Dr. Morgan Gardner then shared how many times she was told in her career that she couldn’t do something in Church religious education because she was a woman. First, as a seminary student, she asked a leader what she could do to be a full-time seminary teacher, and they said “I’m so sorry, but you can’t. They don’t hire women to teach full time.” She was later hired to teach full-time seminary. As a full-time seminary teacher, she asked if it was possible to coordinate on the East Coast. “No” was the response. “You need the priesthood to be a coordinator, especially in the East.” She was then asked to be the institute director and seminary coordinator in the Boston, Massachusetts area. She and many members and nonmembers were surprised to find she would also be the Latter-day Saint chaplain at Harvard and MIT, thinking being ordained to the priesthood was required for the assignment. “There was no change in policy; it just simply hadn’t ever happened before.”

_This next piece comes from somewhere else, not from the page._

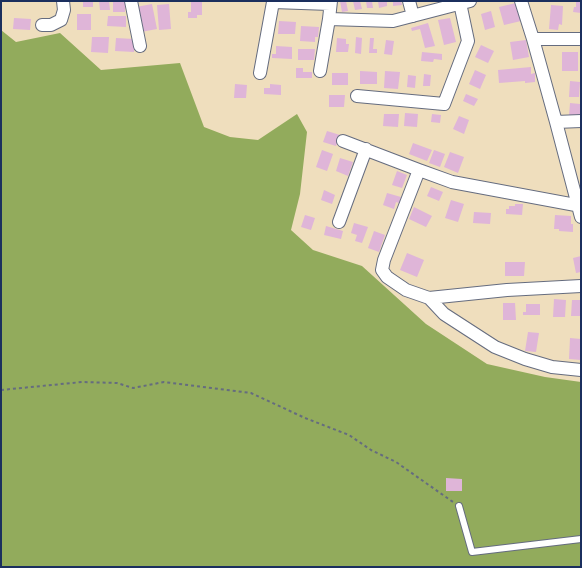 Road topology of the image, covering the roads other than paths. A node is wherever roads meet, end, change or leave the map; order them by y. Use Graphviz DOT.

This story was really powerful to me. Could we be exercising priesthood power when we persist in spite of others’ attempts to curtail your divine knowledge and purpose? I thought of a quote from General Relief Society President Ardeth Kapp I found a few years ago when reading At the Pulpit:
“Apostles and prophets have been provided in the church for the purposes of identifying and teaching true doctrine... Now, we can follow the Brethren blindly…but that could be an abdication of our responsibility to direct our own lives and become spiritually independent… I think of Eliza R. Snow, of whom Joseph F. Smith said, “She walked not in the borrowed light of others, but faced the morning unafraid and invincible.”… These divine and sacred blessings are not reserved for others alone. Visions and revelations come by the power of the Holy Ghost and the Lord has said, “And on my servants and on my handmaidens I will pour out in those days of my Spirit; and they shall prophesy.” (Acts 2:18)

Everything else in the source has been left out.